◆ REQUIREMENT:
Of all the lines in the entries, how many carry the word "roads"? The reply is that number and no more.

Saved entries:
══════════════════════════════

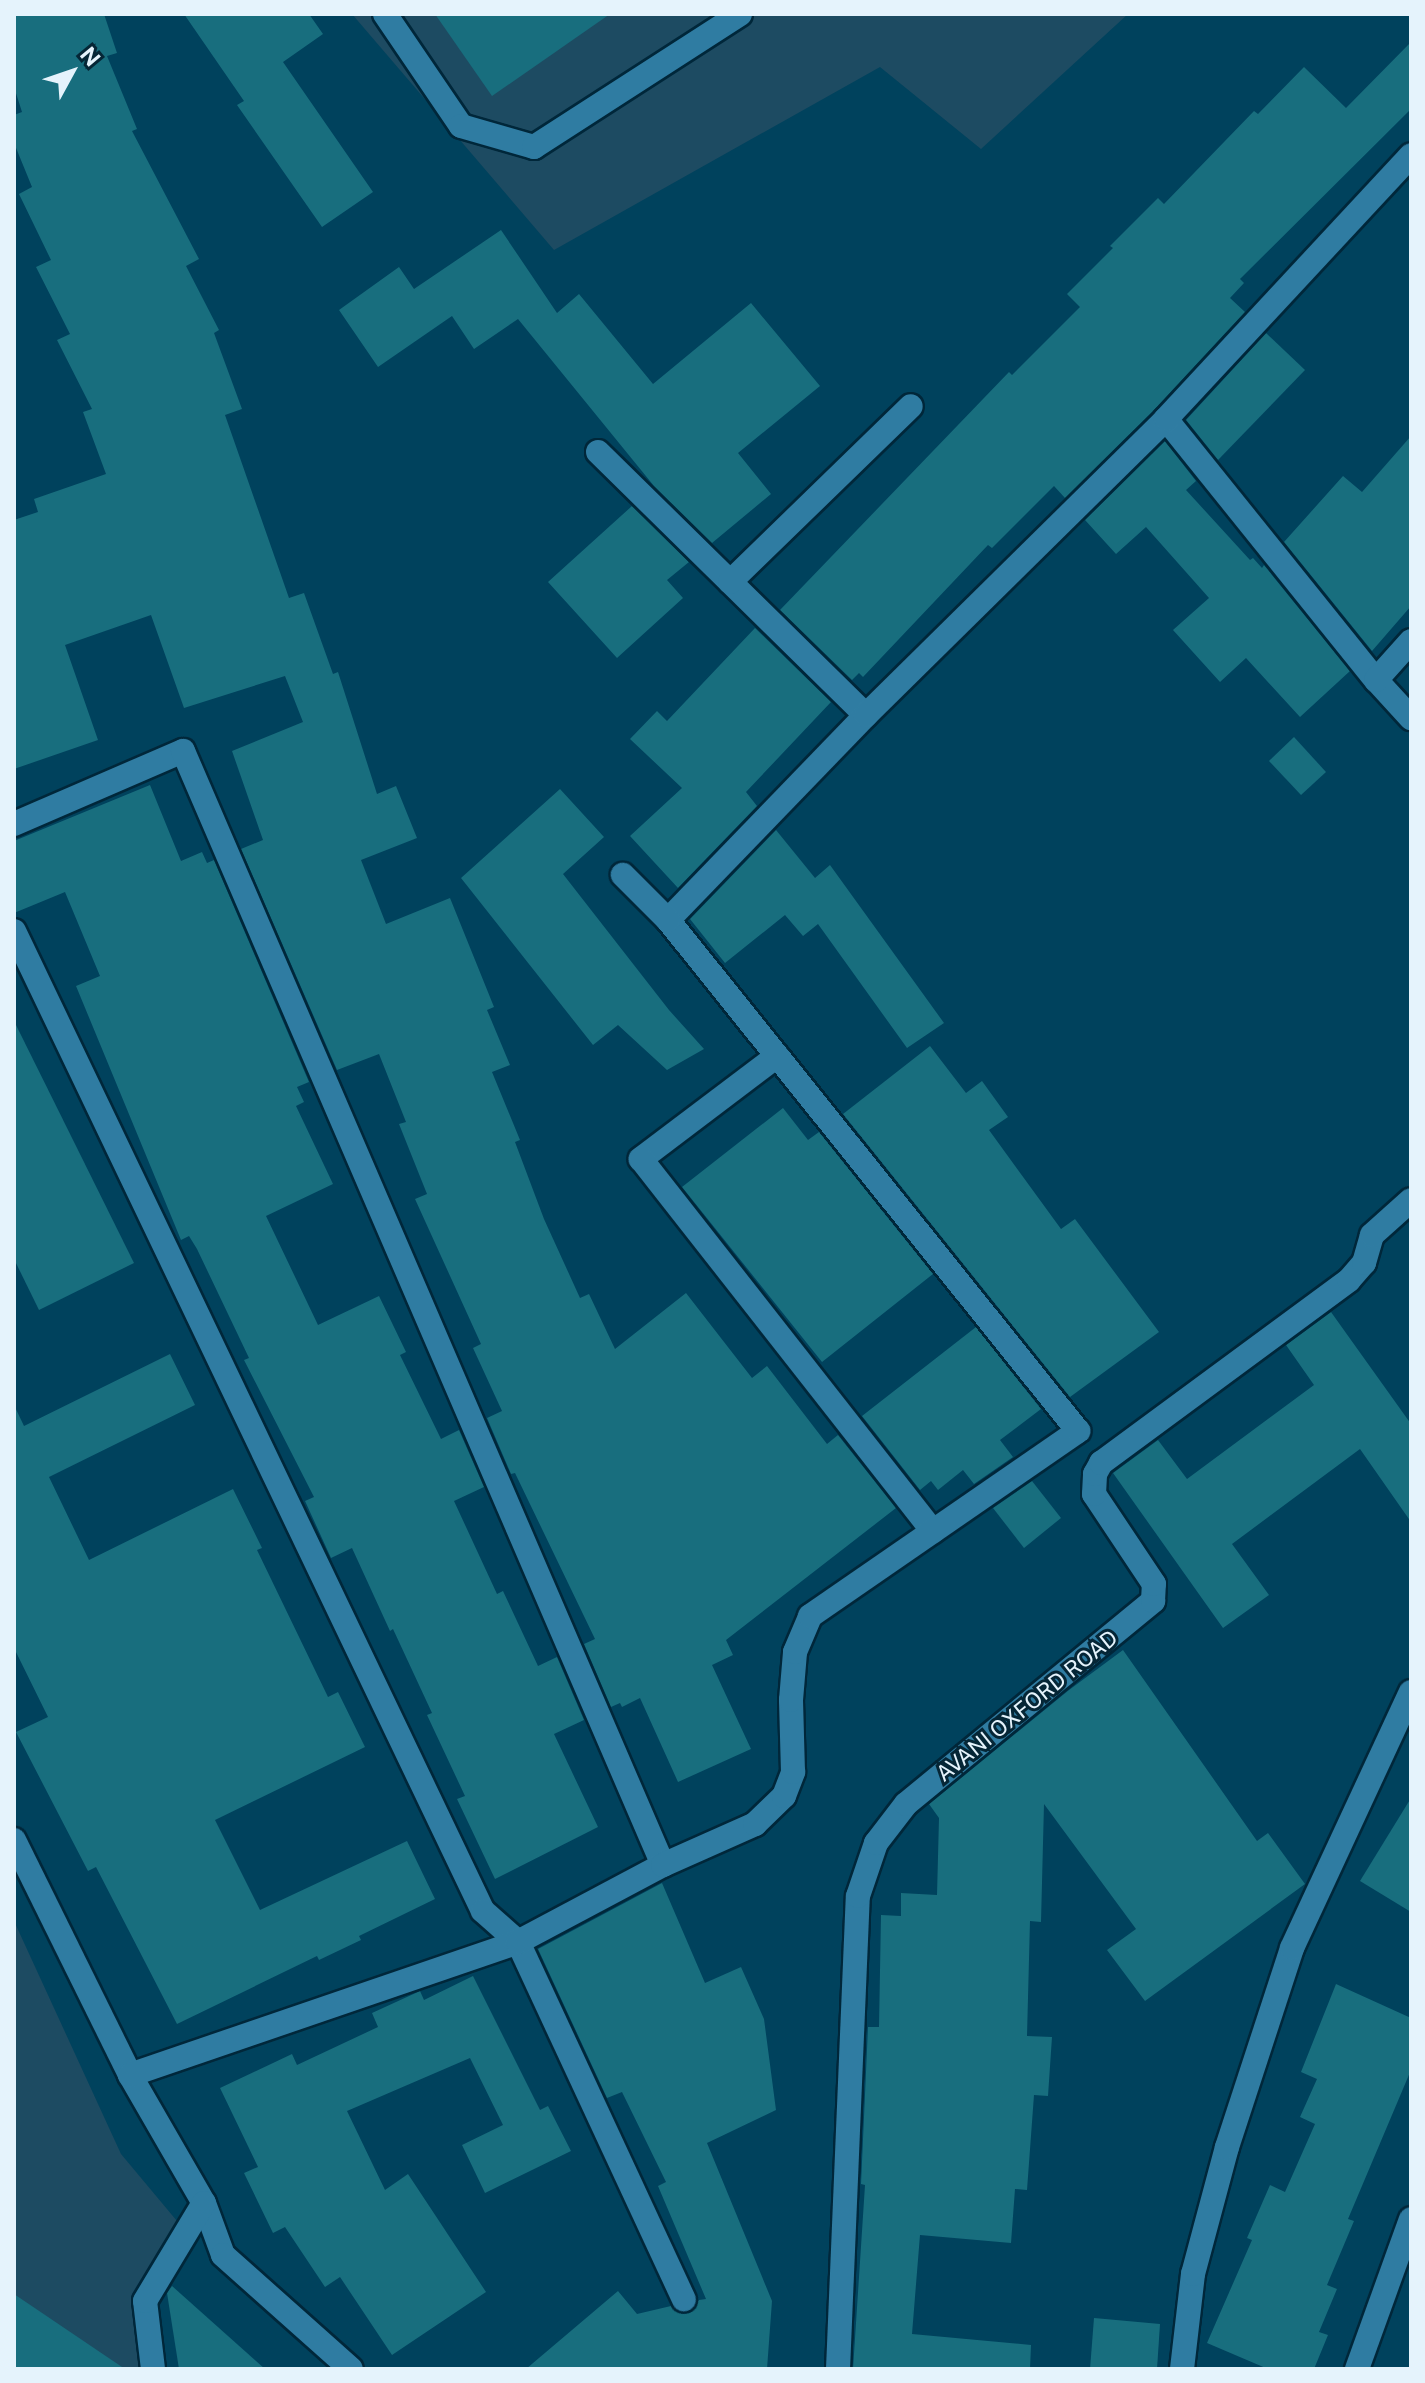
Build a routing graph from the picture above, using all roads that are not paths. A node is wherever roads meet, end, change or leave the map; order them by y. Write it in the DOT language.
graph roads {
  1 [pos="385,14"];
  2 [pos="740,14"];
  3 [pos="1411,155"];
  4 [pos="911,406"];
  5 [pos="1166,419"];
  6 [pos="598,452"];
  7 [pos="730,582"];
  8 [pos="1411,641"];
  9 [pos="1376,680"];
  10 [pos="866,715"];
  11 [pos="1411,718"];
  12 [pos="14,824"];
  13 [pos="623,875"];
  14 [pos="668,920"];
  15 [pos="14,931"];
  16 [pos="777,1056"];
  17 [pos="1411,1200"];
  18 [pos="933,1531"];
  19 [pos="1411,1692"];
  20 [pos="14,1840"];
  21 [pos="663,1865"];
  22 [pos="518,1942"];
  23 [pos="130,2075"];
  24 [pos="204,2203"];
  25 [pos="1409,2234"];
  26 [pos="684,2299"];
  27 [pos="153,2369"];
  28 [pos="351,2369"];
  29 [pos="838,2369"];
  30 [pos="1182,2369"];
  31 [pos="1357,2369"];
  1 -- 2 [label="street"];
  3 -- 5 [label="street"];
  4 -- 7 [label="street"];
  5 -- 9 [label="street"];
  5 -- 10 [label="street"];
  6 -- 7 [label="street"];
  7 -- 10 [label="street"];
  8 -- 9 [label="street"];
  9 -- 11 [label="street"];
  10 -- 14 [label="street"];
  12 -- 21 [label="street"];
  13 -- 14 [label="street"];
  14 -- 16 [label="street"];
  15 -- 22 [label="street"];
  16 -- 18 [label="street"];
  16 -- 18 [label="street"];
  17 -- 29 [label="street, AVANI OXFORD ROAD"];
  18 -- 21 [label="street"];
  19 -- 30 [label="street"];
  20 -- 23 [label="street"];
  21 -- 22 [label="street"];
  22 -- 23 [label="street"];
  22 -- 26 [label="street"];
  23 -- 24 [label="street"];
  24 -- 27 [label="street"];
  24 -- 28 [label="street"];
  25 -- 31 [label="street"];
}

══════════════════════════════

◆ RESULT FOR THIS EXERCISE:
2